Cervical cancer remains a significant and pervasive cause of death among women in SA and other areas with restricted resources. Yet, this is a largely preventable cancer. The failure to implement screening programmes for the secondary prevention of cervical cancer in poor countries is unlikely to be easily resolved in the future due to the considerable costs and infrastructure associated with cytologically based secondary prevention approaches.

SA is unique in Africa in that resources for the diagnosis and treatment of cervical cancer are relatively sophisticated in most urban centres, with availability of advanced surgery, radiotherapy and chemotherapy. These resources are however very expensive and cure rates remain low due to the late presentation of most patients. Further, rural women are considerably discriminated against due to lack of access to these facilities. Many studies have confirmed that cervical cancer prevention has a very favourable cost-effectiveness and cost-benefit ratio and efforts to prevent the disease are likely to be highly rewarding.

Studies^31,32,34 on the situation with regard to screening in SA suggest that the country has the capacity to develop an effective cytology based screening programme, but clearly this will require not only significant political will, but the allocation of considerable resources both for development of skills and infrastructure. While it is critical to pursue secondary prevention of cervical cancer, it may well be prudent for countries such as SA to implement in demonstration projects some of the alternative approaches to cervix cancer prevention mentioned above, particularly in areas that are significantly under-resourced. This should happen in parallel to the development and expansion of cytology and colposcopy services.

In addition, attention needs to be paid to the huge potential benefits of vaccinating women and girls who have not been exposed to HPV to prevent infection with HPV. The results of numerous mathematical models suggest that used as a vaccine to prevent a prevalent and lethal cancer, the HPV vaccine will be a highly cost-effective intervention.

Note

This paper is reprinted from the South African Health Review 2006 on cervical cancer with kind permission of the editor and the author.

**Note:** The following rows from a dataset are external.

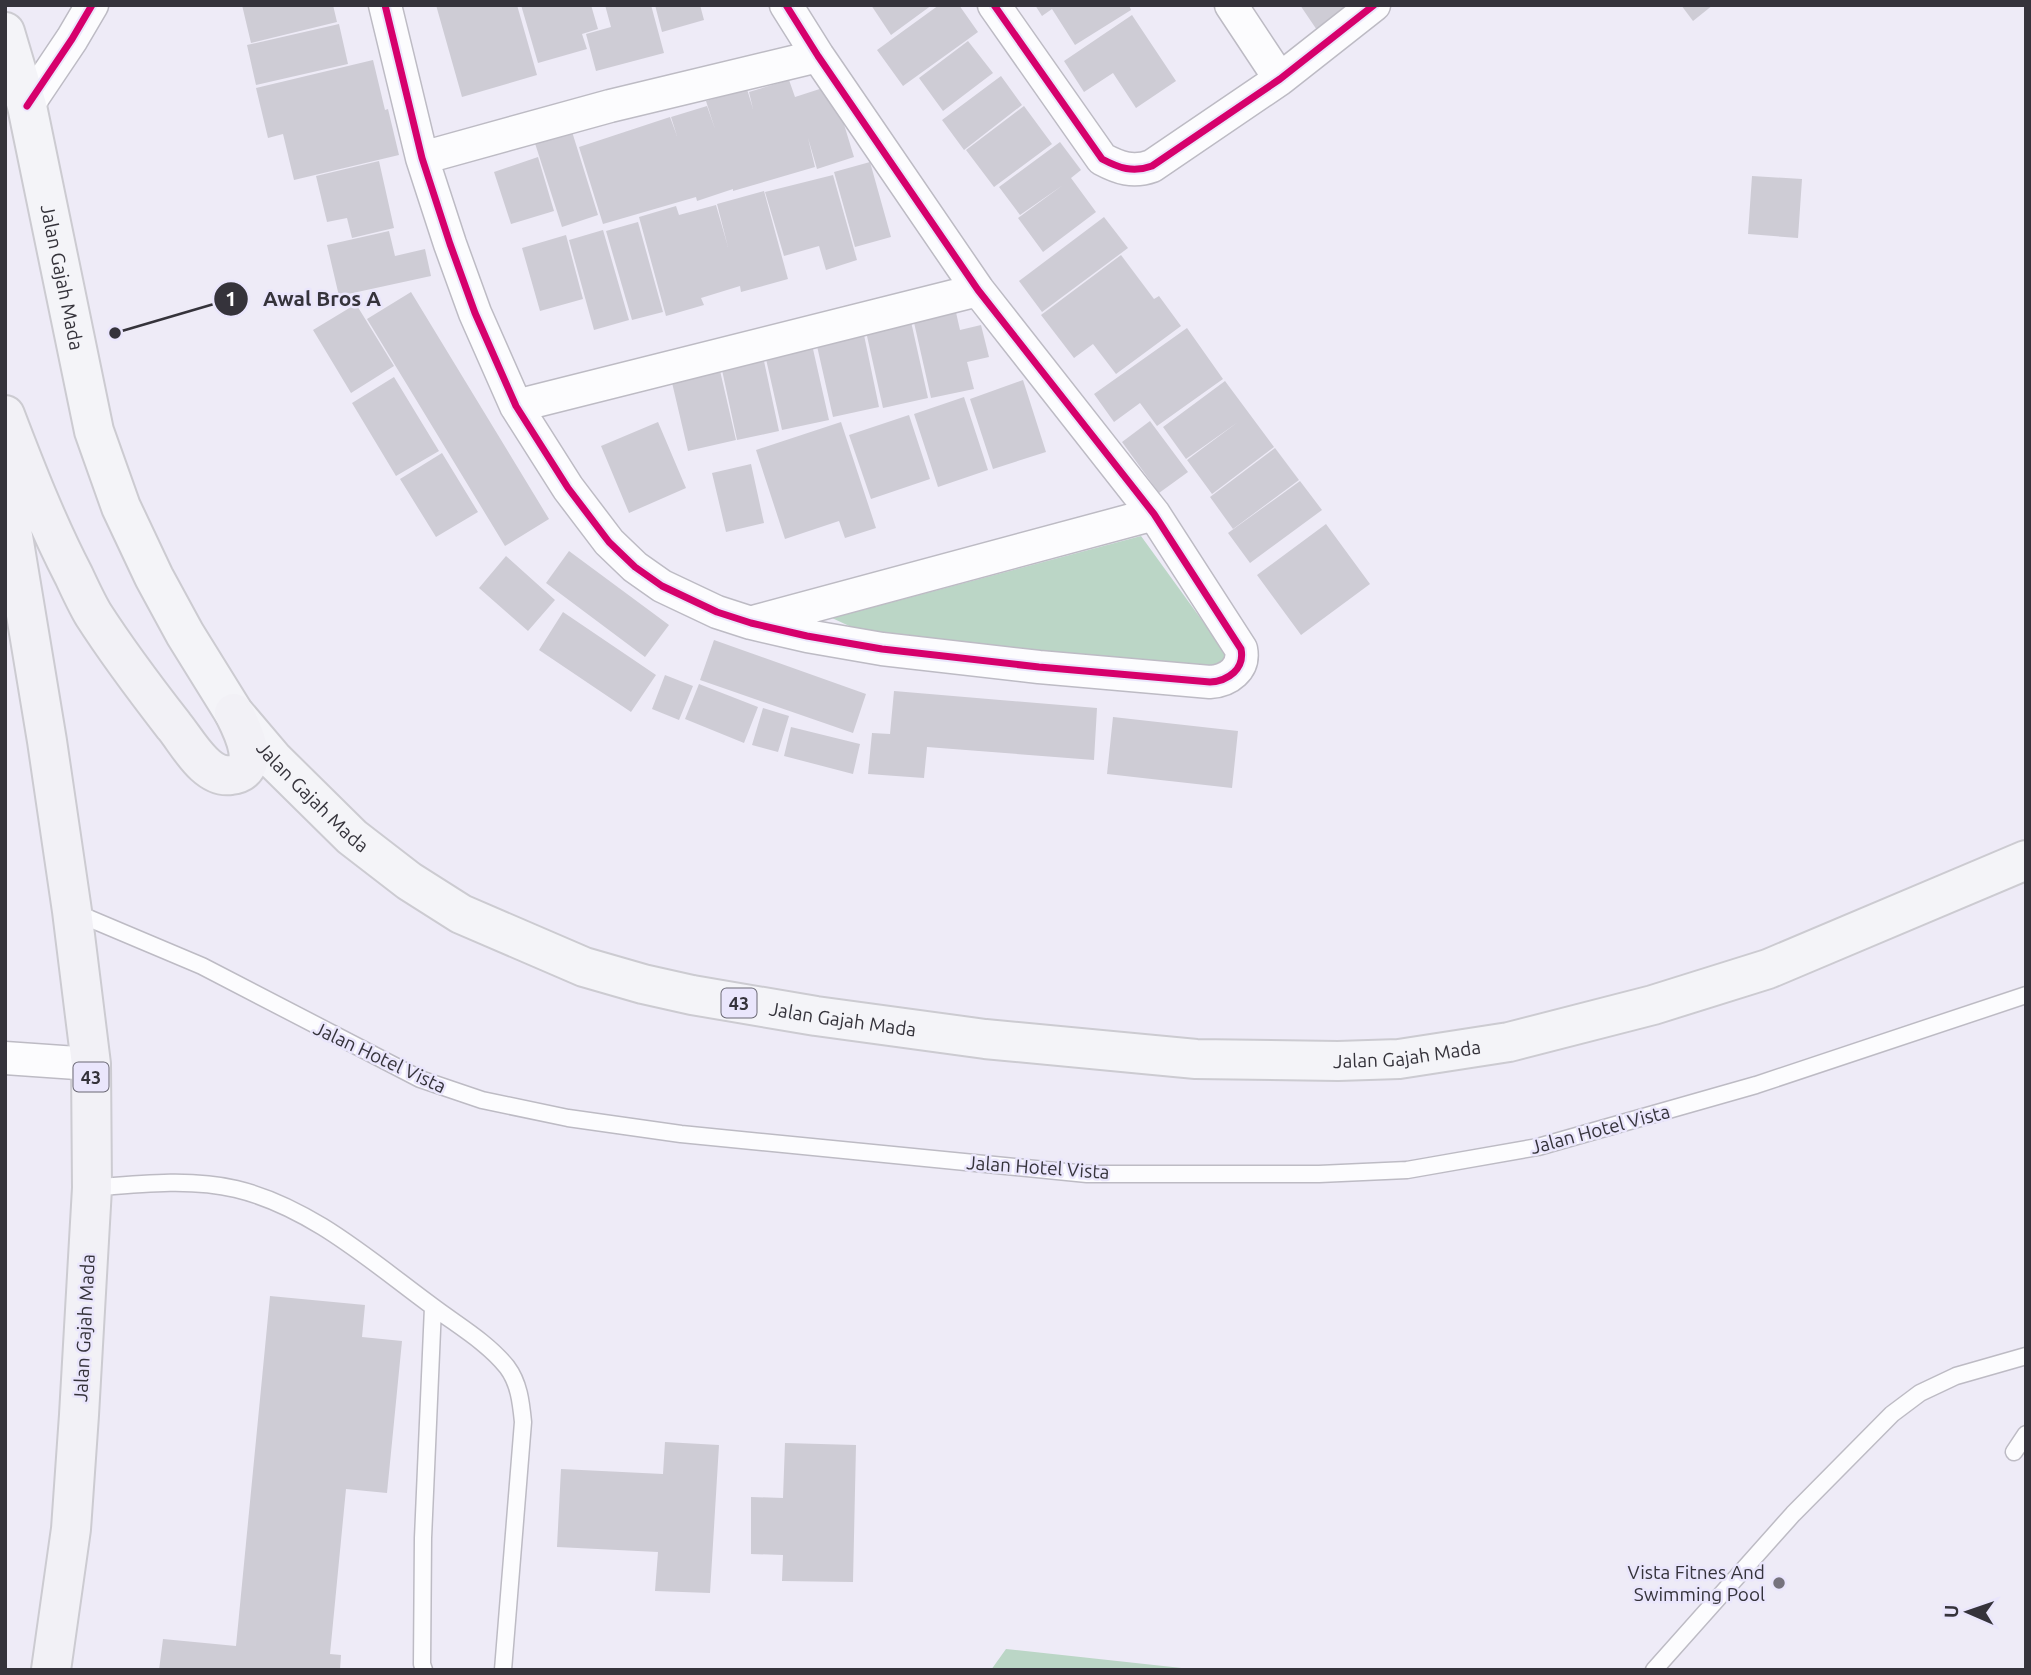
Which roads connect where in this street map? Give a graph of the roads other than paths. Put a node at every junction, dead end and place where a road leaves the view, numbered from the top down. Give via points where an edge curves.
1 (92, 5) edge
2 (385, 5) edge
3 (786, 5) edge
4 (994, 5) edge
5 (1231, 5) edge
6 (1374, 5) edge
7 (5, 32) edge
8 (818, 56) junction
9 (1280, 79) junction
10 (27, 106) junction
11 (422, 158) junction
12 (978, 290) junction
13 (516, 407) junction
14 (5, 415) edge
15 (5, 488) edge
16 (1154, 514) junction
17 (751, 623) junction
18 (234, 713) junction
19 (2026, 860) edge
20 (72, 911) junction
21 (2026, 995) edge
22 (5, 1058) edge
23 (91, 1064) junction
24 (92, 1188) junction
25 (433, 1307) junction
26 (2026, 1356) edge
27 (2026, 1434) edge
28 (2014, 1452) dead end
29 (51, 1670) edge
30 (424, 1670) edge
31 (503, 1670) edge
32 (1654, 1670) edge

1 - 10 street
2 - 11 street
3 - 8 street
4 - 9 street via 1102,159 1126,169 1152,166
5 - 9 street
6 - 9 street
7 - 10 main road, Jalan Gajah Mada / 43
8 - 11 street
8 - 12 street
10 - 18 main road, Jalan Gajah Mada / 43 via 94,431 121,507 154,577
11 - 13 street via 475,313
12 - 13 street
12 - 16 street
13 - 17 street via 568,488 635,567 691,601
14 - 18 highway via 43,513 93,613 206,766 223,776 238,774 248,761 247,742
15 - 20 highway, Jalan Gajah Mada / 43
16 - 17 street
16 - 17 street via 1241,649 1236,671 1223,680 882,649
18 - 19 main road, Jalan Gajah Mada / 43 via 305,792 408,881 461,914 584,967 691,995 816,1016 985,1039 1196,1059 1398,1059 1509,1042 1768,970
20 - 21 lane, Jalan Hotel Vista via 202,966 420,1079 482,1100 681,1134 1087,1174 1407,1170 1538,1147 1756,1085
20 - 23 highway, Jalan Gajah Mada / 43
22 - 23 street
23 - 24 highway, Jalan Gajah Mada / 43
24 - 25 lane via 208,1184 261,1197 328,1231
24 - 29 highway, Jalan Gajah Mada / 43 via 71,1529
25 - 30 lane via 423,1538
25 - 31 lane via 485,1345 517,1383 522,1435
26 - 32 lane via 1956,1376 1920,1392 1892,1414 1793,1514
27 - 28 lane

The Review retains the copyright.

Notes

* Human papillomavirus is a name of a group of viruses that include more than 100 different strains or types. More than 30 of these viruses are sexually transmitted.

* While condoms do seem to have some protective effect against HPV infection, it is nowhere near as effective as preventing HIV transmission and therefore is not a reliable method of primary prevention.

* Data provided by Ms Irene Le Roux, Cytology Coordinator, Coastal Branch, NHLS.

† Personal communication, Dr Pulani Tlebere and Ms Irene Le Roux, NHLS, June 2006.